Thirty-nine percent of Americans surveyed by the groups did not correctly identify all three actions that can help a consumer raise a low score or maintain a high one: making loan payments on time, using a credit card and keeping the balance below 25 percent of the credit limit, and not opening several credit card accounts at the same time.Forty-two percent of respondents incorrectly thought their age and marital status were among the factors used to calculate a credit score.And 72 percent did not correctly identify all of the creditors—from credit card issuers to mortgage lenders to landlords—who might use a credit score.
Some aspects of credit score knowledge are “distressingly low,” federation Executive Director Stephen Brobeck said on a conference call announcing the results of the fifth annual survey, which was based on 1,007 phone interviews. For example, only 8 percent of people knew that multiple credit inquiries when getting a mortgage or auto loan wouldn’t lower one’s credit score if they were made within a one- to two-week window of each other.
The groups have updated their credit score quiz website to help consumers improve their understanding of what goes into their scores, and how they are used. You can also take CNBC’s credit score quiz to test your knowledge. Just click on the link below.

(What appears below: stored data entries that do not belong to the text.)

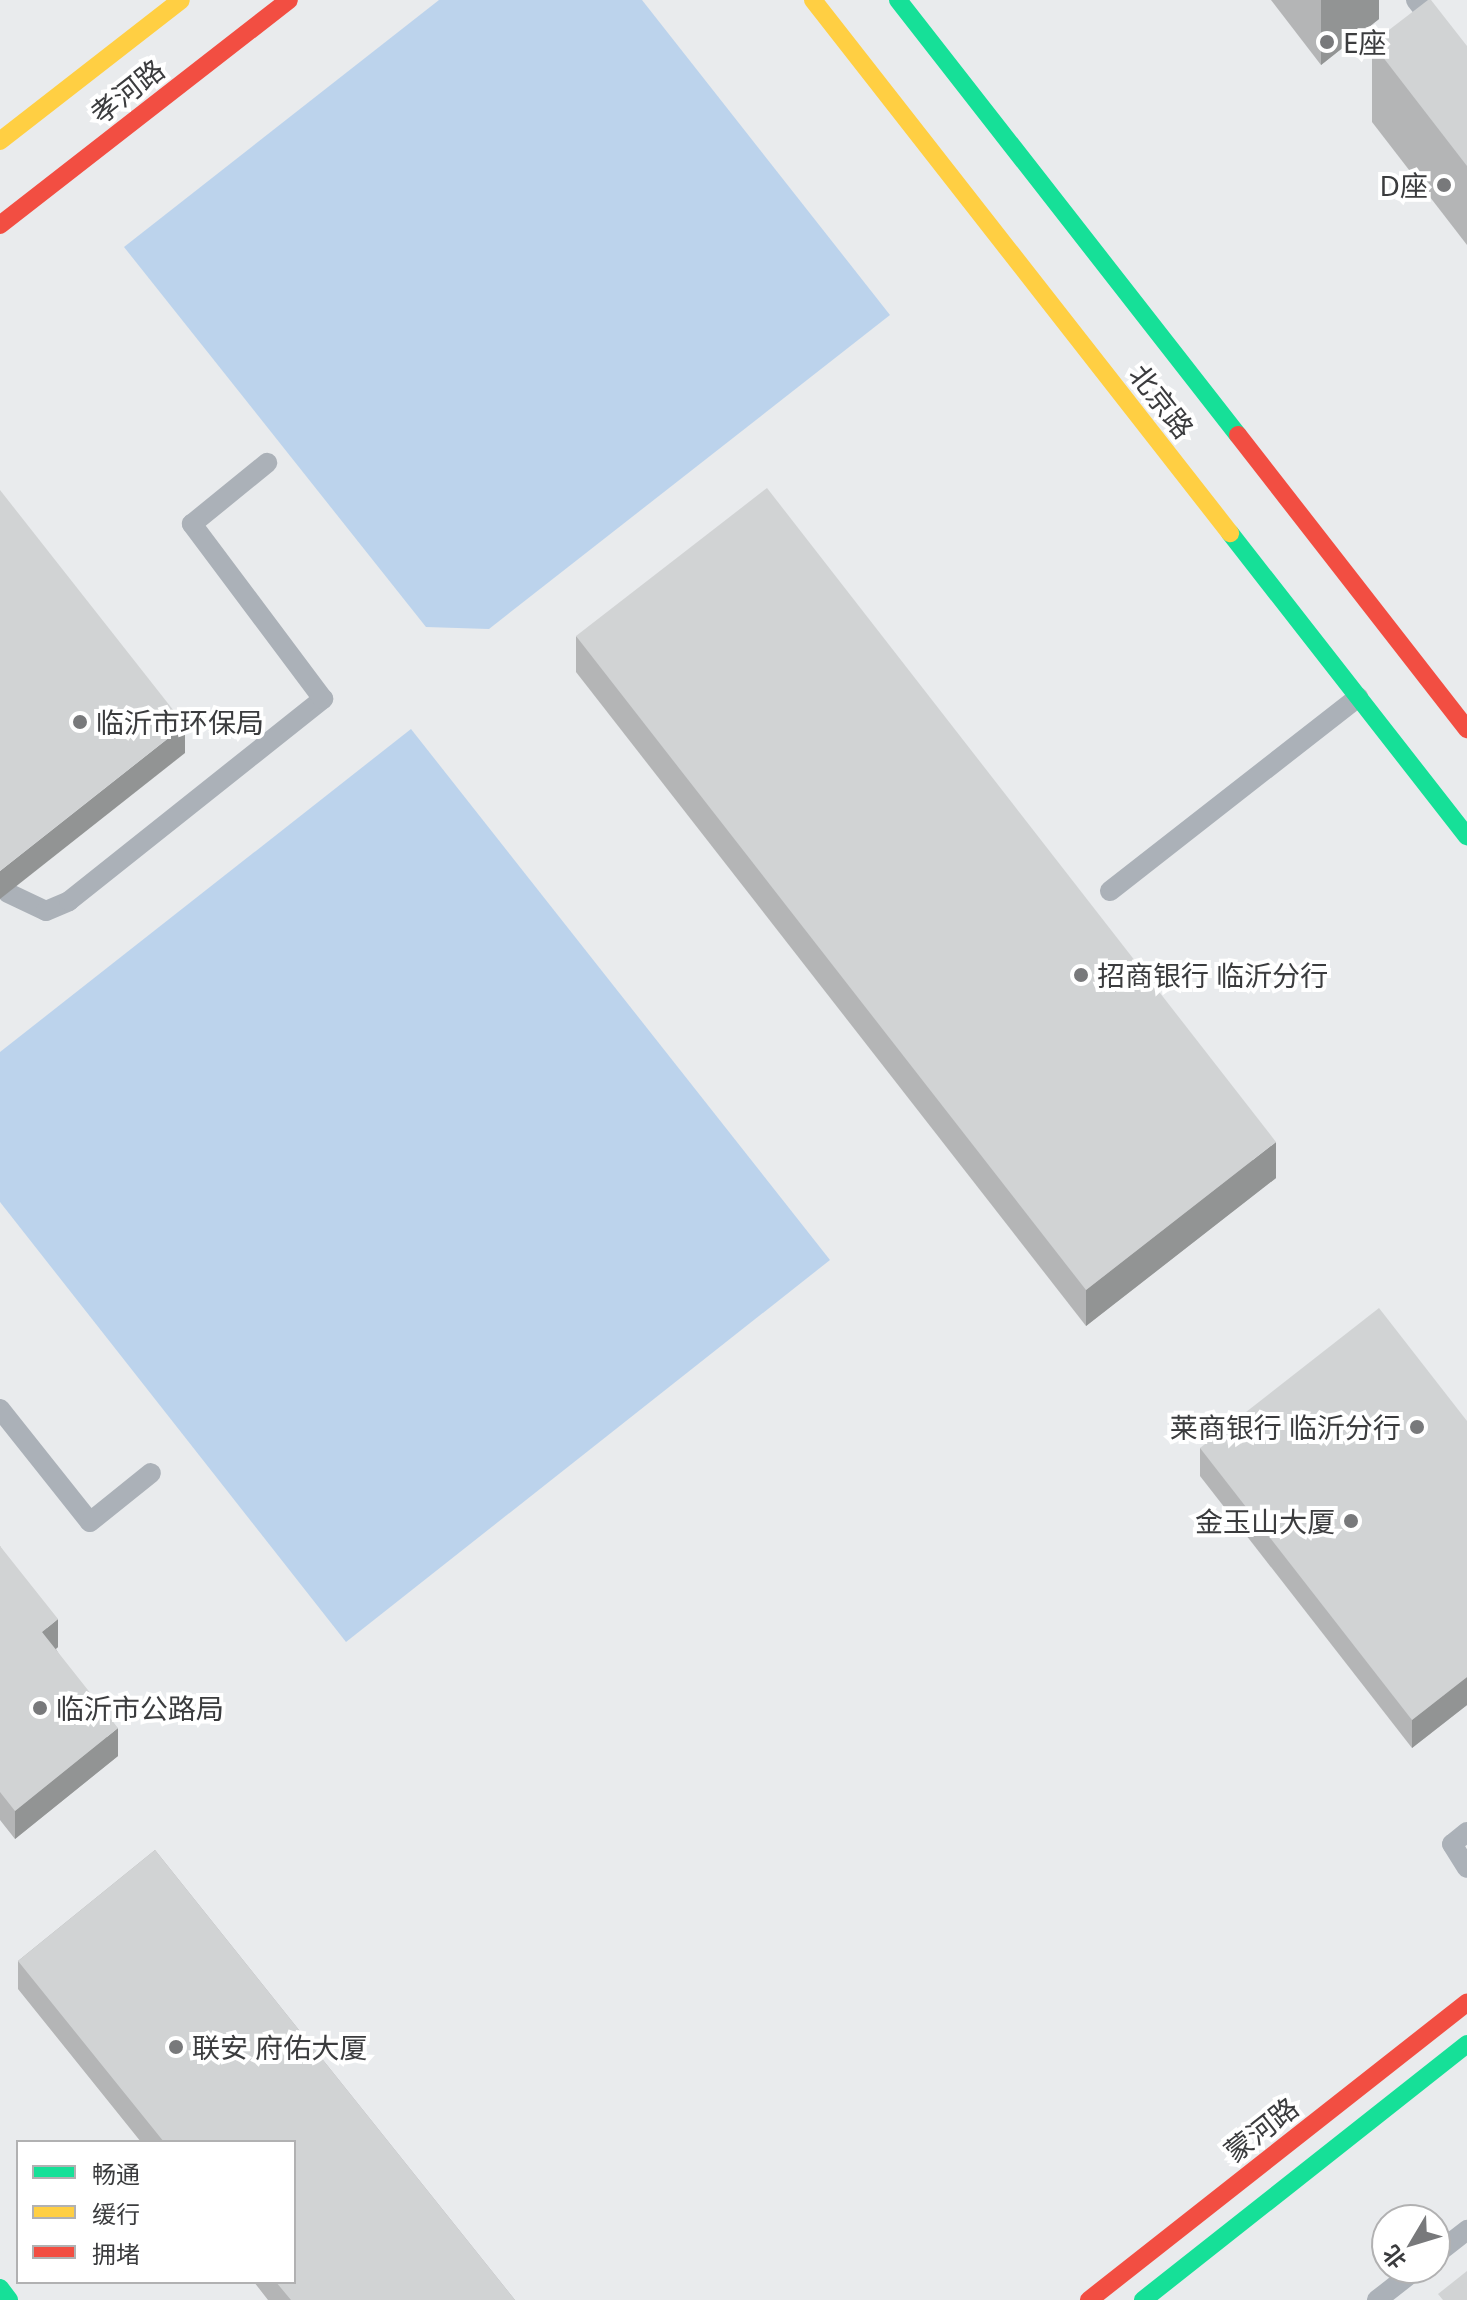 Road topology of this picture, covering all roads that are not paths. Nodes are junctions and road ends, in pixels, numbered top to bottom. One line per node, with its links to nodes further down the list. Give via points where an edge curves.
1 (181, 0): 7 (main road, 孝河路)
2 (289, 0): 8 (main road, 孝河路)
3 (813, 0): 10 (main road, 北京路)
4 (898, 0): 11 (main road, 北京路)
5 (1416, 0): 6 (lane)
6 (1467, 65)
7 (2, 134)
8 (0, 225)
9 (267, 463): 14 (lane, via 192,524 323,699 69,901 46,911)
10 (1358, 697): 12 (main road, 北京路); 13 (lane)
11 (1467, 729)
12 (1467, 836)
13 (1110, 891)
14 (8, 893)
15 (0, 1409): 16 (lane, via 90,1522)
16 (151, 1473)
17 (1467, 1832): 18 (lane, via 1452,1844)
18 (1467, 1868)
19 (1467, 2003): 26 (main road, 蒙河路)
20 (1467, 2044): 27 (main road)
21 (1467, 2230): 22 (lane)
22 (1451, 2242)
23 (1398, 2284): 28 (lane)
24 (0, 2288): 25 (main road)
25 (9, 2300)
26 (1089, 2300)
27 (1143, 2300)
28 (1377, 2300) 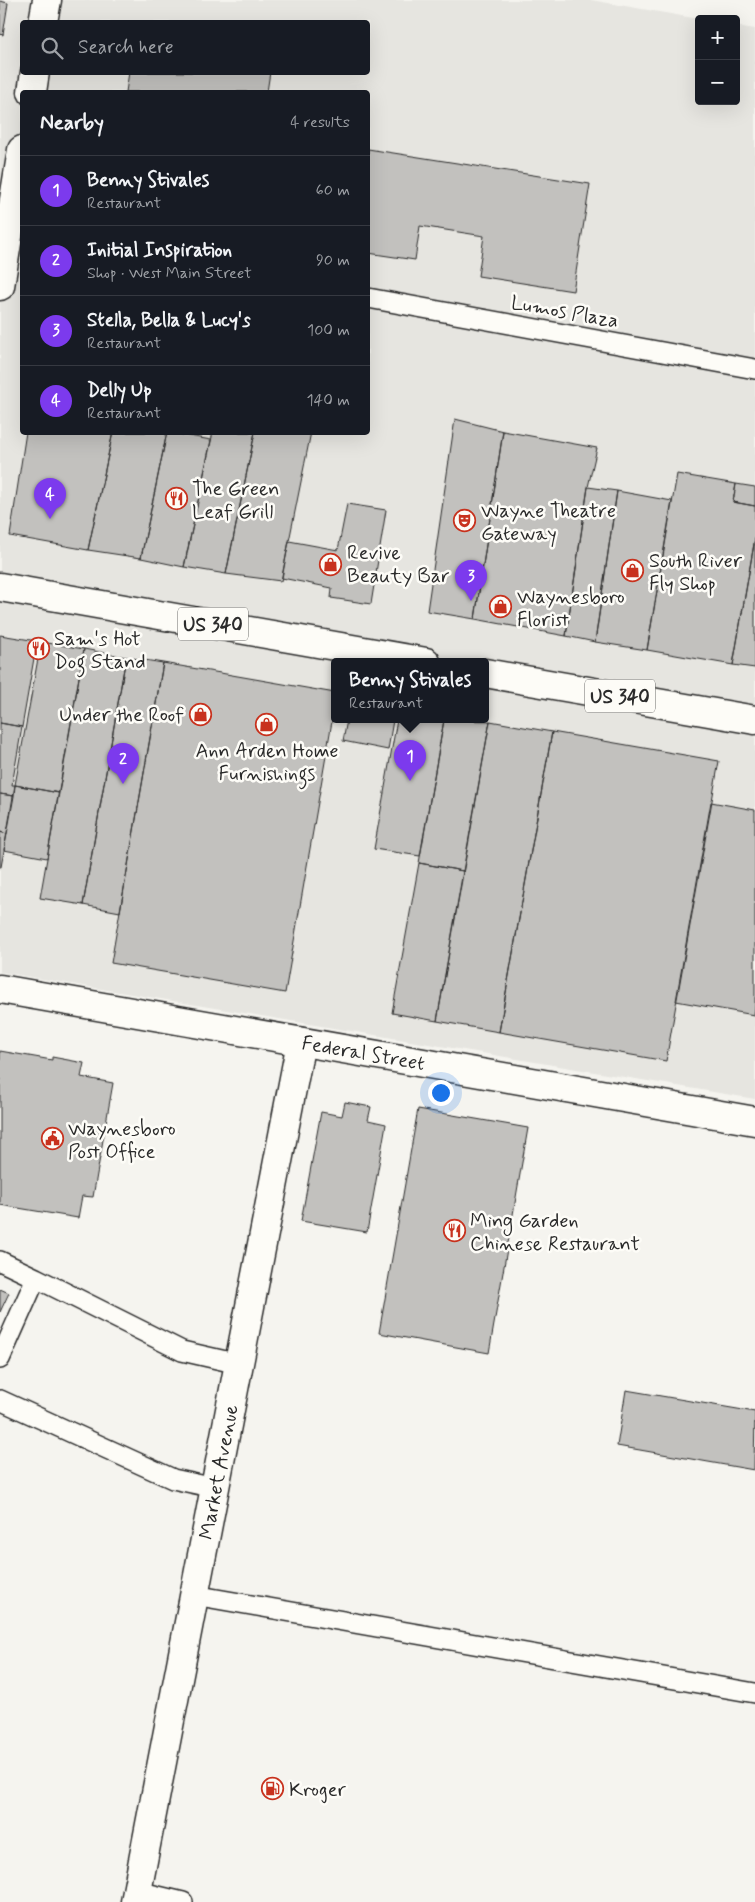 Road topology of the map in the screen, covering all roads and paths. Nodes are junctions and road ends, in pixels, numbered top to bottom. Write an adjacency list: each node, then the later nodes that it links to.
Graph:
1 (47, 0): 2 (street)
2 (44, 20)
3 (35, 75): 4 (street)
4 (32, 90)
5 (20, 164): 6 (street)
6 (10, 233): 7 (street)
7 (0, 286)
8 (370, 298): 9 (lane, Lumos Plaza)
9 (755, 369)
10 (0, 587): 11 (street, US 340)
11 (403, 658)
12 (489, 674): 13 (street, US 340)
13 (755, 720)
14 (0, 989): 15 (street, Federal Street)
15 (301, 1042): 16 (street, Federal Street); 20 (street, Market Avenue)
16 (755, 1121)
17 (0, 1261): 18 (lane)
18 (36, 1278): 19 (lane); 20 (lane)
19 (0, 1359)
20 (239, 1364): 22 (street, Market Avenue)
21 (0, 1400): 22 (lane)
22 (215, 1488): 23 (street, Market Avenue)
23 (194, 1595): 24 (lane); 25 (street, Market Avenue)
24 (755, 1693)
25 (136, 1896): 26 (lane)
26 (183, 1902)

Still, few understand the full financial impact of a low score. Only 20 percent of those surveyed, for example, knew that low credit scores are likely to increase the finance charges on a $20,000, 60-month car loan by more than $5,000. Forty-one percent incorrectly thought that the additional charges would be less than $3,000.
There were some improvements this year over past surveys the groups have conducted, particularly among millennials. More than half of those ages 18 to 34 said they’d obtained their credit scores this year, compared with 44 percent last year. (Many credit card issuers including Citibank, Discover and Capitol One, now offer free scores on select cardholders’ monthly statements or through online access, and Credit Karma and Quizzle allow free looks at your score and the reports that influence it.)
Fifty-seven percent of millennials also said they’d obtained a free copy of their credit report in this year’s survey, compared with 49 percent who said so last year. And nearly three-quarters of millennials said it was important to check their credit reports for accuracy. Credit reports can be downloaded for free once every 12 months from each of the three major credit bureaus at annualcreditreport.com—a step advisors recommend consumers take to stay on top of their credit and spot errors that could affect their scores.
The Consumer Federation of America and VantageScore Solutions note that while there were slight improvements overall compared to last year, there’s still a lot of room for improvement. “We know that if consumers are educated about credit scoring, they will feel empowered and are more likely to improve their score,” said Barrett Burns, president and CEO of VantageScore Solutions.
While credit score knowledge is important, experts say that consumers should keep things in perspective.
“Sometimes people get a little bit too in the weeds about their score and end up feeling intimidated. It doesn’t need to be that way,” said Matt Schulz, senior industry analyst at CreditCards.com. “When it gets right down to it, pay your bills on time, every time, and keep your debts low and your credit score will be just fine.”